The city of Mendoza has a wonderful system of free city bikes. Pick up and drop off points around the city centre allow freedom to explore and adventure. Locals assured us that the rental merely required showing our documentation. However, nothing is ever as simple as it sounds! The requirements list involves: a copy of one’s documentation (Passport or DNI), alongside the real thing; a photocopy proving your address in Mendoza, e.g. from a hostel or hotel (be warned, if you are staying with family or friends, a utility bill must also be accompanied by a copy of the bill payer’s documentation too); completion of a form that reaffirms all of these details; a quick webcam mugshot; and finally you must respond to their text, to prove you have given them the correct details. All of this for a bike with no gears! But the chance for a free bike tour of Mendoza is worth the hassle; it’s just a shame it’s more complicated than entering the country itself!

  • It is the only city I encountered without SUBE:

On a similarly travel-based note: for those familiar with other cities in Argentina, you will be aware of the ubiquitous SUBE card. Cheap, cash-free travel, everywhere. Everywhere but Mendoza that is! Be aware that you’ll need to buy a RedBus card. Boring, I know, but better easier than renting a bicycle!

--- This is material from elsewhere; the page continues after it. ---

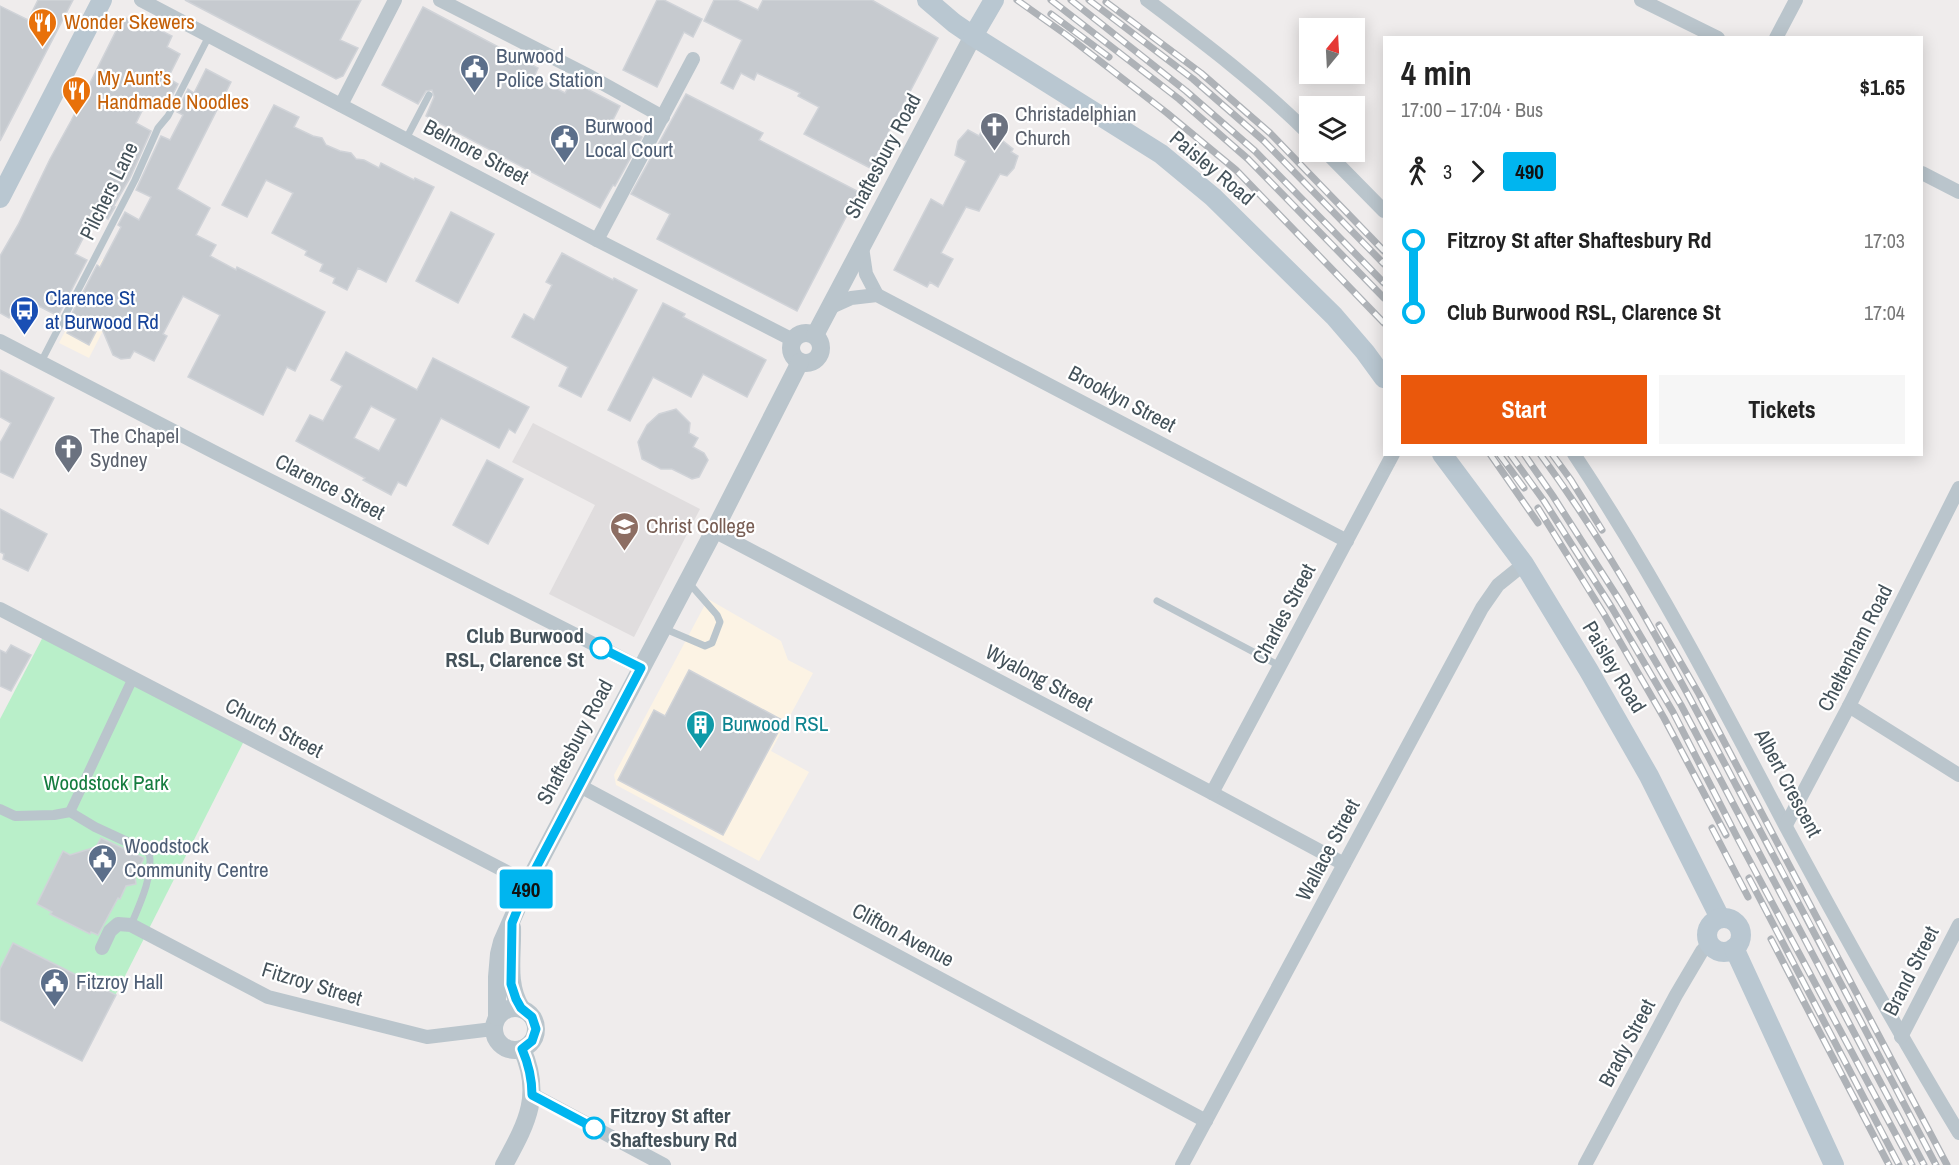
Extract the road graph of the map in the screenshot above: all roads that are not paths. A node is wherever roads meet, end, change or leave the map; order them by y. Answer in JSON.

  • Bars combine late-night music and off-license casualness:

    Logo for 'La Taberna de Moe', a casual bar in Mendoza, Argentina
    Moe’s Tavern meets Mendoza

Coming from English pub-culture, it took me a while to come to terms with the widespread Latino culture of table-service in bars. Yet, in Mendoza I experienced something totally different. In a long, narrow, dark bar, named after none other than The Simpson’s own ‘Moe’, a kiosco provided alcohol sales, and the room provided the rest: tables, stools, and loud music. This was a bar crossed with an off-licence. I was sold. No need to wait for a waitress ever again!

  • Treats can be sought at the Green Market

Mendoza is a city of seemingly infinite sunshine; thus, making the most of the fortunate weather, once a month you can find the ‘Mendoza Green Market’ by the gates of the glorious San Martin park. Despite the oddly anglicised name, this is a celebration of all things local. Food all around, craft beers on tap, and artisanal gifts (both edible and otherwise) abound. Ensuring we stayed long enough to do more than just pilfer the delicious free samples, live music and demonstrations – from yoga to cookery- entertained the masses. Free samples, free love and free dog-spotting.

  • And it’s not just all about Mendoza:

Perhaps owing to the city’s borderland location, Mendoza’s Dorrego neighbourhood annually welcomes an international celebration of combined cultures: Fiesta de Colectividades. I never expected to watch traditional Bolivian Andean dancers, inhabiting the entire colour spectrum with their costumes, whilst sipping a Slovenian beer from one hand and scoffing samosas (or ‘empanadas de India’) from the other – all whilst standing in the middle of the road, on a temporarily pedestrianised boulevard in Argentina! It proved the inclusive, accepting atmosphere of this picturesque city.

So, by all means, drink wine, lots of wine. But, should you get full, take a moment to marvel at Mendoza’s myriad of other offerings.